» WHAT TO PRODUCE:
Read the material below and tally how many lines hold the word "проезд", giving the number and nothing else.

» RECORD EXTRACTS:
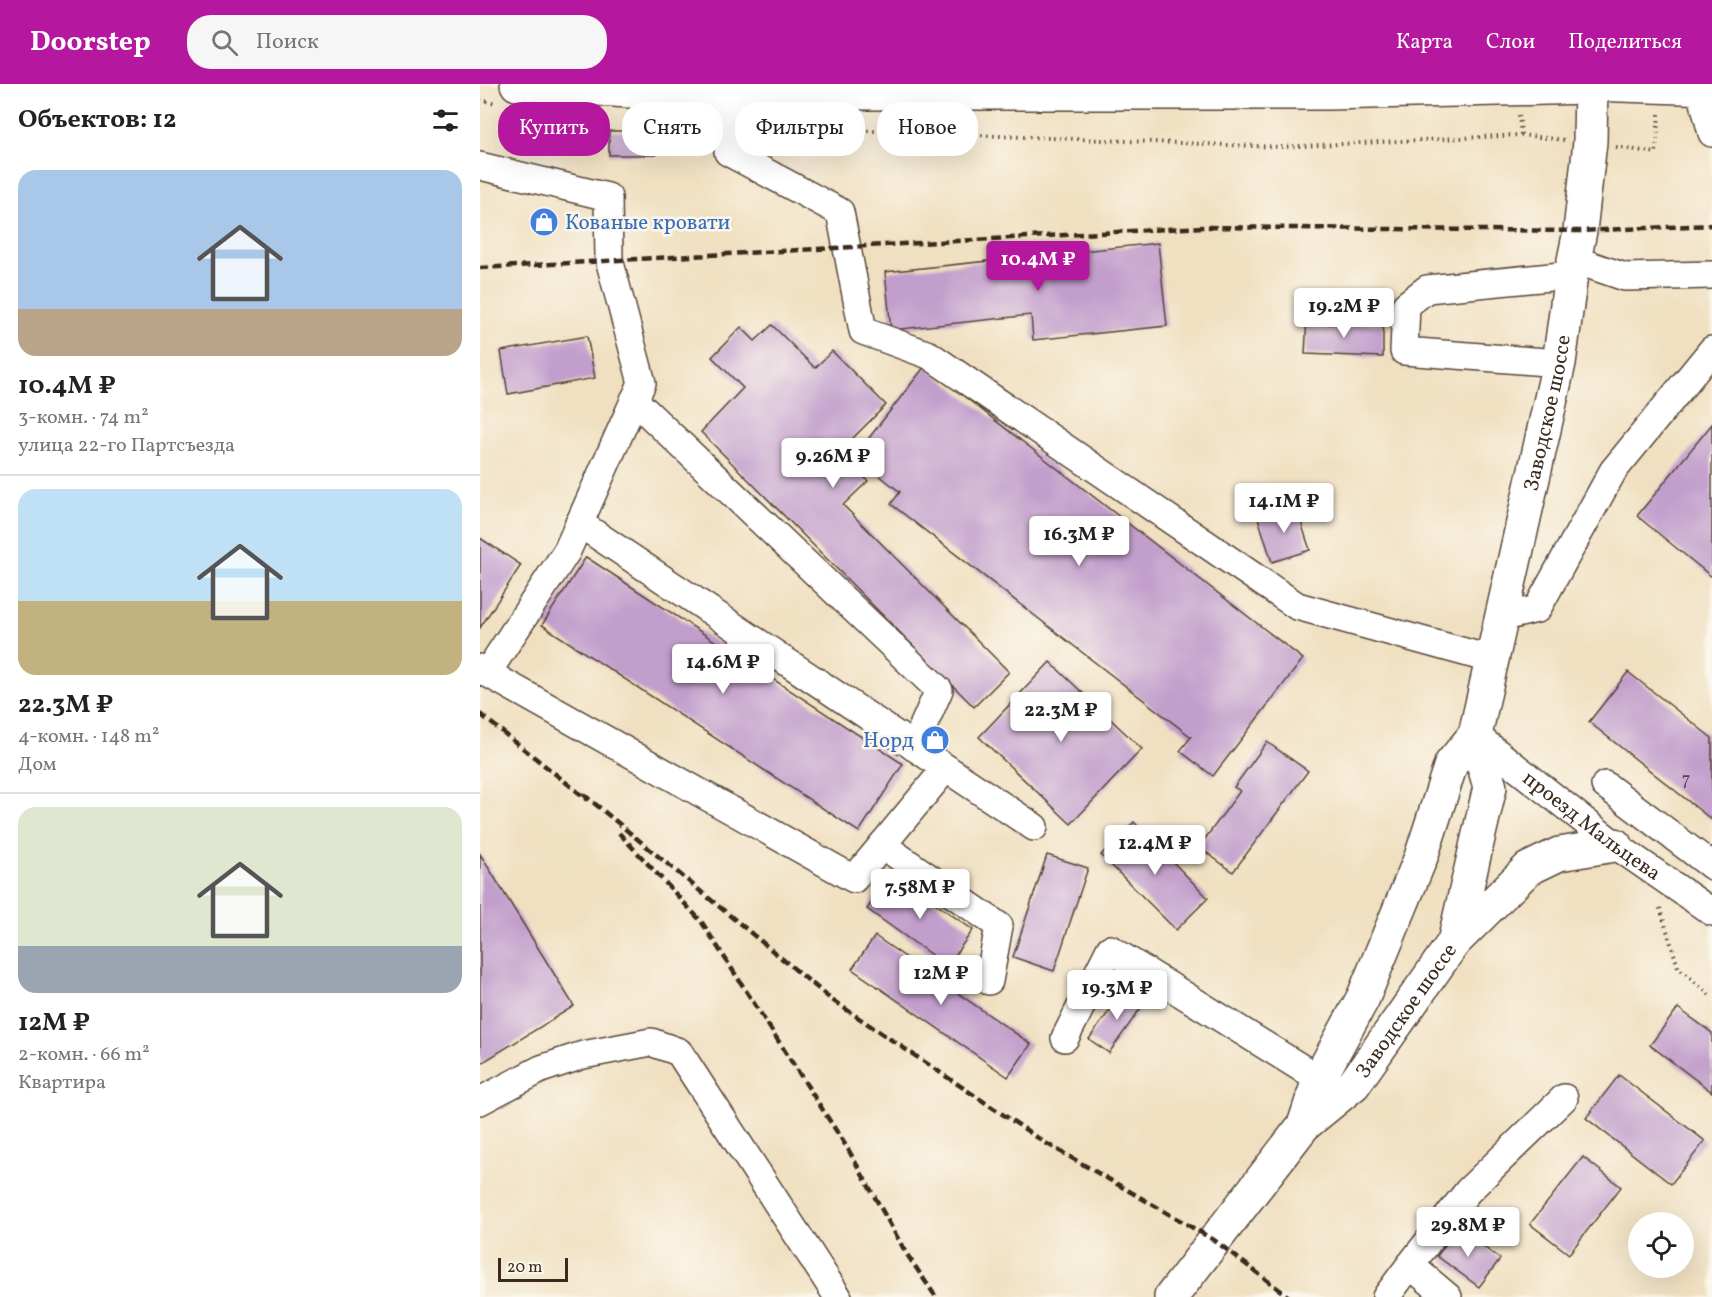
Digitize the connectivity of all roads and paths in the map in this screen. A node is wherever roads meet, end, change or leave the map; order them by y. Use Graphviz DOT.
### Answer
graph roads {
  1 [pos="1589,85"];
  2 [pos="699,88"];
  3 [pos="1707,91"];
  4 [pos="510,94"];
  5 [pos="480,100"];
  6 [pos="728,115"];
  7 [pos="1712,133"];
  8 [pos="1521,135"];
  9 [pos="480,166"];
  10 [pos="1573,267"];
  11 [pos="1712,275"];
  12 [pos="1712,350"];
  13 [pos="1559,363"];
  14 [pos="634,400"];
  15 [pos="579,523"];
  16 [pos="1500,618"];
  17 [pos="1490,659"];
  18 [pos="483,670"];
  19 [pos="1474,735"];
  20 [pos="914,747"];
  21 [pos="946,768"];
  22 [pos="1605,785"];
  23 [pos="1034,827"];
  24 [pos="882,845"];
  25 [pos="1615,845"];
  26 [pos="1712,866"];
  27 [pos="1660,907"];
  28 [pos="1712,912"];
  29 [pos="1454,942"];
  30 [pos="989,981"];
  31 [pos="1712,997"];
  32 [pos="1065,1038"];
  33 [pos="1319,1079"];
  34 [pos="1564,1098"];
  35 [pos="480,1101"];
  36 [pos="1304,1125"];
  37 [pos="1410,1265"];
  38 [pos="838,1297"];
  39 [pos="1171,1297"];
  40 [pos="1386,1297"];
  41 [pos="1448,1297"];
  1 -- 2 [label="main road"];
  1 -- 3 [label="street"];
  1 -- 10 [label="main road, Заводское шоссе"];
  2 -- 4 [label="main road"];
  2 -- 6 [label="street"];
  3 -- 7 [label="street"];
  4 -- 5 [label="path"];
  6 -- 8 [label="path"];
  6 -- 17 [label="street"];
  9 -- 14 [label="street"];
  10 -- 11 [label="street"];
  10 -- 13 [label="main road, Заводское шоссе"];
  10 -- 13 [label="street"];
  12 -- 16 [label="street"];
  13 -- 16 [label="main road, Заводское шоссе"];
  14 -- 15 [label="street"];
  14 -- 20 [label="street"];
  15 -- 18 [label="street"];
  15 -- 20 [label="street"];
  16 -- 17 [label="main road, Заводское шоссе"];
  17 -- 19 [label="main road, Заводское шоссе"];
  18 -- 24 [label="street"];
  19 -- 25 [label="street, проезд Мальцева"];
  19 -- 29 [label="main road, Заводское шоссе"];
  19 -- 33 [label="main road, Заводское шоссе"];
  20 -- 21 [label="street"];
  21 -- 23 [label="street"];
  21 -- 24 [label="street"];
  22 -- 26 [label="street"];
  24 -- 30 [label="street"];
  25 -- 28 [label="street, проезд Мальцева"];
  25 -- 29 [label="main road"];
  27 -- 31 [label="path"];
  29 -- 36 [label="main road, Заводское шоссе"];
  32 -- 33 [label="street"];
  33 -- 36 [label="main road, Заводское шоссе"];
  34 -- 37 [label="street"];
  35 -- 38 [label="street"];
  36 -- 39 [label="main road, Заводское шоссе"];
  37 -- 40 [label="street"];
  37 -- 41 [label="street"];
}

» ANSWER TO THE PROBLEM:
2